Functions are easy. Every programming language has those. But how to represent the connections between them? Again, biology suggests an answer: binding sites.

Next to every gene on a strand of DNA is a sequence of nucleotides that aren’t part of the gene, but which still play a role: there are proteins that look for that sequence and attach themselves to it. Promoter proteins activate the gene, by binding to the DNA strand on one side, and locking onto passing ribosomes so that they’re more likely to get caught in position and start transcribing that particular gene (or something like that). Suppressors also bind to the identifying sequence by the gene, but they then block any ribosomes that might try to transcribe that gene, and thereby prevent it from being expressed (again, or something like that). Still other proteins latch onto other molecules floating around the cell.

It all comes down to chemistry and shapes: the arrangement of atoms in the protein is such that when it runs into its target molecule, some of the protein’s atoms and some of the target’s atoms are aligned and bind more strongly than they normally would. This, in turn, can affect the molecular orbitals of both the protein and its target, and cause either one or both to change shape. This can tear the target apart into two more useful molecules, or it can uncover another surface on the protein that can then bind to another molecule, or any number of other things.

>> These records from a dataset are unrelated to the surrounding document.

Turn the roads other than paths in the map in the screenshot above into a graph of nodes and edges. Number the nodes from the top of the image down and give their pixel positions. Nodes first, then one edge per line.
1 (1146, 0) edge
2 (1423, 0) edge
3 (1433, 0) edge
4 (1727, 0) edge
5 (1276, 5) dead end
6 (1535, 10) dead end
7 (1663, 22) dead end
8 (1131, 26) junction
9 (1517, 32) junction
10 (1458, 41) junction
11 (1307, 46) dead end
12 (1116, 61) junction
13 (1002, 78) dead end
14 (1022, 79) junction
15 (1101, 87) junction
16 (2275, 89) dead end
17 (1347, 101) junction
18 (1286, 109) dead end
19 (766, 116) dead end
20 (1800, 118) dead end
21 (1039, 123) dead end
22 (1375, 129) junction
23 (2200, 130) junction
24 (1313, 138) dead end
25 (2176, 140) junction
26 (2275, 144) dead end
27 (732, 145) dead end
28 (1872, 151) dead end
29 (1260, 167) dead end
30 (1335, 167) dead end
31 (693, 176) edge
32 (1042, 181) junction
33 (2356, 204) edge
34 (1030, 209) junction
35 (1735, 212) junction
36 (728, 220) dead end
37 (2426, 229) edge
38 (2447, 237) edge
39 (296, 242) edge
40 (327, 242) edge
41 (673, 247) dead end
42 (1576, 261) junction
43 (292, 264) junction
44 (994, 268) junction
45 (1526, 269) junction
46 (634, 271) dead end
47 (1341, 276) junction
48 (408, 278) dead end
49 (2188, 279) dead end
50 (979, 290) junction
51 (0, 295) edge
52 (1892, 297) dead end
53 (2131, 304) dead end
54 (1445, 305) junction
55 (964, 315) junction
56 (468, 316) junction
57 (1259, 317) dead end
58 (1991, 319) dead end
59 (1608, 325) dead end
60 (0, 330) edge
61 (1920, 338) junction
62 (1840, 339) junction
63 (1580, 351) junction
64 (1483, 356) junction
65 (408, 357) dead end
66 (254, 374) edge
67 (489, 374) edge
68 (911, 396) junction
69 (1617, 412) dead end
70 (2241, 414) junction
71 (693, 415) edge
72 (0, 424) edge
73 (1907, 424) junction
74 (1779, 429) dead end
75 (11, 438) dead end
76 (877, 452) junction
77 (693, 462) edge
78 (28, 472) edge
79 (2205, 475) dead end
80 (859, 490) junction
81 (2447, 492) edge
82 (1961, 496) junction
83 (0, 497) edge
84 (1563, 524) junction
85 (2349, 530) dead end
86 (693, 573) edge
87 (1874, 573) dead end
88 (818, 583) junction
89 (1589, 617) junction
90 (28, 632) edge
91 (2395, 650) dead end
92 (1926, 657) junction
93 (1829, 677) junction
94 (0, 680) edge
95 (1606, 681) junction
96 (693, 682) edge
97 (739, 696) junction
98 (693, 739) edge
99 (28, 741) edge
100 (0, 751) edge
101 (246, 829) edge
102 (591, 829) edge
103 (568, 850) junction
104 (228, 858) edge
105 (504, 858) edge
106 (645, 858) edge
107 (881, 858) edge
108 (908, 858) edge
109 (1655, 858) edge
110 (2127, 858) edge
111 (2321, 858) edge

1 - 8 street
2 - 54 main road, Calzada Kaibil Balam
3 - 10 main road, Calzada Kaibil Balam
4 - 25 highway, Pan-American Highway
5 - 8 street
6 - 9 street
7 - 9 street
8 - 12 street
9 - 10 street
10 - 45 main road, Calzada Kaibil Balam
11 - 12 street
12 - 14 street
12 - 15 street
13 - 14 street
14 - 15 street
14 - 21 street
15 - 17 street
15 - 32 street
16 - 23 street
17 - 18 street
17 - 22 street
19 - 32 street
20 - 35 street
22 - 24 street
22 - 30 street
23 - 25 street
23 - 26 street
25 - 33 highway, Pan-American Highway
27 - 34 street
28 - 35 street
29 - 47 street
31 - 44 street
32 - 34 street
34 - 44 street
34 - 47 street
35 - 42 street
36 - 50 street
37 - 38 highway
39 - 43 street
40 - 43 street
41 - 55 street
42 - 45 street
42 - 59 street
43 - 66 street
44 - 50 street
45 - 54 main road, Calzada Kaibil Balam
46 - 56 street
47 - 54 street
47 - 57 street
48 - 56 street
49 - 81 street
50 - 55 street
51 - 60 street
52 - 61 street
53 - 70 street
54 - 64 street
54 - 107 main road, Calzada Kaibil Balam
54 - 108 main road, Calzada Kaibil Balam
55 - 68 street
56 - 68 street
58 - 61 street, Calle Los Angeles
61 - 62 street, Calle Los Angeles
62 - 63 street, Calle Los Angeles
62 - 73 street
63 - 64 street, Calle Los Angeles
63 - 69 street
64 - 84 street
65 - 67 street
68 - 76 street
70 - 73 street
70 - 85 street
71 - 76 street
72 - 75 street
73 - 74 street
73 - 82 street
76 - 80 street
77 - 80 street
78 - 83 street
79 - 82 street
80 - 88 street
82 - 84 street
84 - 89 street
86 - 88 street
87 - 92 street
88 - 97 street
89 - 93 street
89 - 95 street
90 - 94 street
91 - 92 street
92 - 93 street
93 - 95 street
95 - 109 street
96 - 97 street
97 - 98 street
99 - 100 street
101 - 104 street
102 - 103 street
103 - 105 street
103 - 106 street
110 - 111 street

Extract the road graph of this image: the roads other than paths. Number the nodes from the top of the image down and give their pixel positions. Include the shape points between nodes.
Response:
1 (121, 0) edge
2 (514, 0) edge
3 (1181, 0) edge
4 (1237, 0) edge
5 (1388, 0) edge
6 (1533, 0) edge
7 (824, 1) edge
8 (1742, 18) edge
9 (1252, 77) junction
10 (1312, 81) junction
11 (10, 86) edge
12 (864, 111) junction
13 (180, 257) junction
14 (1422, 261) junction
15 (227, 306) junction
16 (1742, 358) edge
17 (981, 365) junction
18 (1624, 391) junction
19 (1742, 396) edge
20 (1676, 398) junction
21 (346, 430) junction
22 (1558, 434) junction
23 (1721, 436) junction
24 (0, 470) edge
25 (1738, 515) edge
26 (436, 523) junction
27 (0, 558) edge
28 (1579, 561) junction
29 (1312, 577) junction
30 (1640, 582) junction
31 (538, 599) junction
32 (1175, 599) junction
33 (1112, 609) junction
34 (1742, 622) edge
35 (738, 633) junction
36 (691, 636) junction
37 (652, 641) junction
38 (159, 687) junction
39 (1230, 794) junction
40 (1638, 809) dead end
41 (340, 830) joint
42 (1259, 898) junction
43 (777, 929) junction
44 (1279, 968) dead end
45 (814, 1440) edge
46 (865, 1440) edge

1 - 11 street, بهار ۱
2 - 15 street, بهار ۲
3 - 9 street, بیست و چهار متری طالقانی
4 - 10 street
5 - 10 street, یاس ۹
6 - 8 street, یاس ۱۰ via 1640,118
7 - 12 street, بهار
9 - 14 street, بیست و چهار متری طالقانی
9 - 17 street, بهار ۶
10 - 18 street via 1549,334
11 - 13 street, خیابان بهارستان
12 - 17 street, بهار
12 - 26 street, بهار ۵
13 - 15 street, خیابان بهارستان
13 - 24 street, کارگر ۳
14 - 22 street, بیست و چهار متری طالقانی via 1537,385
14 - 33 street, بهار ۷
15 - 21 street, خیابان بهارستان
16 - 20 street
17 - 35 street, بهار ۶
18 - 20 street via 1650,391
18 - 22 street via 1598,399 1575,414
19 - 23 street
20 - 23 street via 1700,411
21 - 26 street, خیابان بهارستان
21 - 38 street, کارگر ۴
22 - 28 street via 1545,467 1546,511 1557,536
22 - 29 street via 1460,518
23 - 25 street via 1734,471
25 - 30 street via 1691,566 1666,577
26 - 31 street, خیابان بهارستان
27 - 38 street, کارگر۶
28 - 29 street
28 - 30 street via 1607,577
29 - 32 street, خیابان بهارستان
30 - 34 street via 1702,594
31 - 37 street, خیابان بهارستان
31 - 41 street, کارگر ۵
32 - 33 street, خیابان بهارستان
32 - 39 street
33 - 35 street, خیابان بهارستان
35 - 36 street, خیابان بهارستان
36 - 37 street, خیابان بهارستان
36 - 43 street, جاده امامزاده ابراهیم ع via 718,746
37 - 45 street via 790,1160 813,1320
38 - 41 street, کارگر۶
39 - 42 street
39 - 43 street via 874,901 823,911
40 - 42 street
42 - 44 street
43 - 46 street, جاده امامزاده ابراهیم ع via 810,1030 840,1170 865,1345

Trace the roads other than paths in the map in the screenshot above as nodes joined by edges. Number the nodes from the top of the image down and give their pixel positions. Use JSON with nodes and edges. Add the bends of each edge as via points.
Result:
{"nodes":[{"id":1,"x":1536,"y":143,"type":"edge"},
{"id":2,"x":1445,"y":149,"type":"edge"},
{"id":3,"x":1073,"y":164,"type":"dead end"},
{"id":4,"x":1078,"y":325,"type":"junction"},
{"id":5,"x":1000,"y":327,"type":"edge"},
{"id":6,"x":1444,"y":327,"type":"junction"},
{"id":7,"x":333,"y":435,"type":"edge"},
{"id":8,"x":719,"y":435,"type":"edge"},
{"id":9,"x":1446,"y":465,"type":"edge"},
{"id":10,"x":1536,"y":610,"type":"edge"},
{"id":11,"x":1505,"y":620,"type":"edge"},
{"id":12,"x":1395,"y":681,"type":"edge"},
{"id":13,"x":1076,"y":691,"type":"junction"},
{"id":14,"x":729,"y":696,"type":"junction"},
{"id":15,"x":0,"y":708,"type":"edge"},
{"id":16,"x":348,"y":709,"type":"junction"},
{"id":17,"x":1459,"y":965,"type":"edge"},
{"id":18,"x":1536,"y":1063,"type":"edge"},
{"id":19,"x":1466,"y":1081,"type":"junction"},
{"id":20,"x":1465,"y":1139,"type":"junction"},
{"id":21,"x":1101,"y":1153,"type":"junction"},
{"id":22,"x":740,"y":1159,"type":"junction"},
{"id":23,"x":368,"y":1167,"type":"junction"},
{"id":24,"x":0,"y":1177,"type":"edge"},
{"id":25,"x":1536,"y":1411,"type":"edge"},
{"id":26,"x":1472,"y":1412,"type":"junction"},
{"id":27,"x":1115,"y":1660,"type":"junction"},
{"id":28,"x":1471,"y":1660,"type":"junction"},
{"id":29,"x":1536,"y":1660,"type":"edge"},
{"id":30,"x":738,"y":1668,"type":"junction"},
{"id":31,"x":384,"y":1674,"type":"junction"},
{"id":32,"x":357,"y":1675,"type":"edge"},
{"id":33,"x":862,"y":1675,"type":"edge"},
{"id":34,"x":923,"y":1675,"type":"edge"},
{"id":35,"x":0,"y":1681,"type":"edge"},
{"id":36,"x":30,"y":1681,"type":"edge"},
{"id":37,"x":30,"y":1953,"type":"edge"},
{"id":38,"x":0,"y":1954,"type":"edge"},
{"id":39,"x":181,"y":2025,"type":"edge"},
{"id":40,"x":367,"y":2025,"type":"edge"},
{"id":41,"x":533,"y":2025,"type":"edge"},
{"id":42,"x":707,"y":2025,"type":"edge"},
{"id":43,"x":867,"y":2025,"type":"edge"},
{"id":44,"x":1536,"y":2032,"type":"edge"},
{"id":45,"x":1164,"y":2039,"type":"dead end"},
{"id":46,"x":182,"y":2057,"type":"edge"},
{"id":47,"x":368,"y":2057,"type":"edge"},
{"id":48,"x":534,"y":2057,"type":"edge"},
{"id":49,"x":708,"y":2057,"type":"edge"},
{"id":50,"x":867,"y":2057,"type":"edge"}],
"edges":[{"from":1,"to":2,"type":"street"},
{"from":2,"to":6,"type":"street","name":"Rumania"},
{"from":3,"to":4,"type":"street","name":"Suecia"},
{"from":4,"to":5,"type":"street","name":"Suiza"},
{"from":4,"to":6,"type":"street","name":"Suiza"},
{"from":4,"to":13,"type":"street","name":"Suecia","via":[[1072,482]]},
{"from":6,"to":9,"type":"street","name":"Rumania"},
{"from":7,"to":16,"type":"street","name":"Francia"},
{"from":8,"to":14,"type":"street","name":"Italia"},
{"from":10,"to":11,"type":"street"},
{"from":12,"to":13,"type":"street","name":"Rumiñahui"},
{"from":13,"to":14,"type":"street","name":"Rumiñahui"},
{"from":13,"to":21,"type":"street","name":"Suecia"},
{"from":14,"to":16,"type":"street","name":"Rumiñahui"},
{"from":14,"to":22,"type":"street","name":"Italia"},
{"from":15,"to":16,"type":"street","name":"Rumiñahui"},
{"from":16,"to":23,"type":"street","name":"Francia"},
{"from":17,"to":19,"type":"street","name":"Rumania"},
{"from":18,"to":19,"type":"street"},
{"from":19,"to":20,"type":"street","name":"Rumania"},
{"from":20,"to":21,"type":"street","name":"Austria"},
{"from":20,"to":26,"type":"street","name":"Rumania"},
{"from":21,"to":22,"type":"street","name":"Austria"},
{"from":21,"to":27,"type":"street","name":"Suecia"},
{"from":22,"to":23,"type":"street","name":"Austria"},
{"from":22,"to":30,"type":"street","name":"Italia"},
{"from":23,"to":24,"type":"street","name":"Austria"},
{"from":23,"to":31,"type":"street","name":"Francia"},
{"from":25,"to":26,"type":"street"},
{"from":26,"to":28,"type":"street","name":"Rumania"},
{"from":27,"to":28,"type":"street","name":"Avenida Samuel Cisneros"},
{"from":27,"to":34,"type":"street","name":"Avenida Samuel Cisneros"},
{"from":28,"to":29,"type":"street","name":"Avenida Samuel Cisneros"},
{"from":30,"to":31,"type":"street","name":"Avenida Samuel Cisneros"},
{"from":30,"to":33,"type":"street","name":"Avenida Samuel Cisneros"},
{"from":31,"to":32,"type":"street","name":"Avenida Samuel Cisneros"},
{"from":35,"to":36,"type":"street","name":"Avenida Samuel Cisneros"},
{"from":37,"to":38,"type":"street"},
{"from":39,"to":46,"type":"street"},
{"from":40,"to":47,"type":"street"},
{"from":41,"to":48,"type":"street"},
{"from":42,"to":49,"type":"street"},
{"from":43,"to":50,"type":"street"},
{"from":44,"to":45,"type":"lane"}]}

Software doesn’t have shapes in this sense. But it does have regular expressions. We can imagine the software equivalent of a protein as a tuple of the form

ABCD, add, DCCA, BBBC, CCAB

Each sequence of four letters is an identifier. The core is the add function, which takes two numbers and adds the together. If it is passed the numbers 2 and 3, it’ll return a tuple of the form 5, CCAB (because that’s the last item on the list). Now, where do the numbers 2 and 3 come from? Simply, there has to be a tuple in the environment that looks like: (2, DCCA), which will bind to the first argument; and another, (3, BBBC), which will bind to the second argument. The sequence ABCD is the function’s identifier: if there’s a tuple of the form (promoter, ABCD) floating around the environment, it will bind to the function and activate it.

We can go a step further and introduce globs: a tuple of the form (promoter, ABC?) can activate any function identified by ABCA, ABCB, ABCC, or ABCD.

You can think of the identifiers as the call letters of a radio station: our add function listens to station ABCD, and when it hears a signal, it takes whatever’s being broadcast on stations DCCA and BBBC, adds them together, and starts broadcasting the result on station CCAB.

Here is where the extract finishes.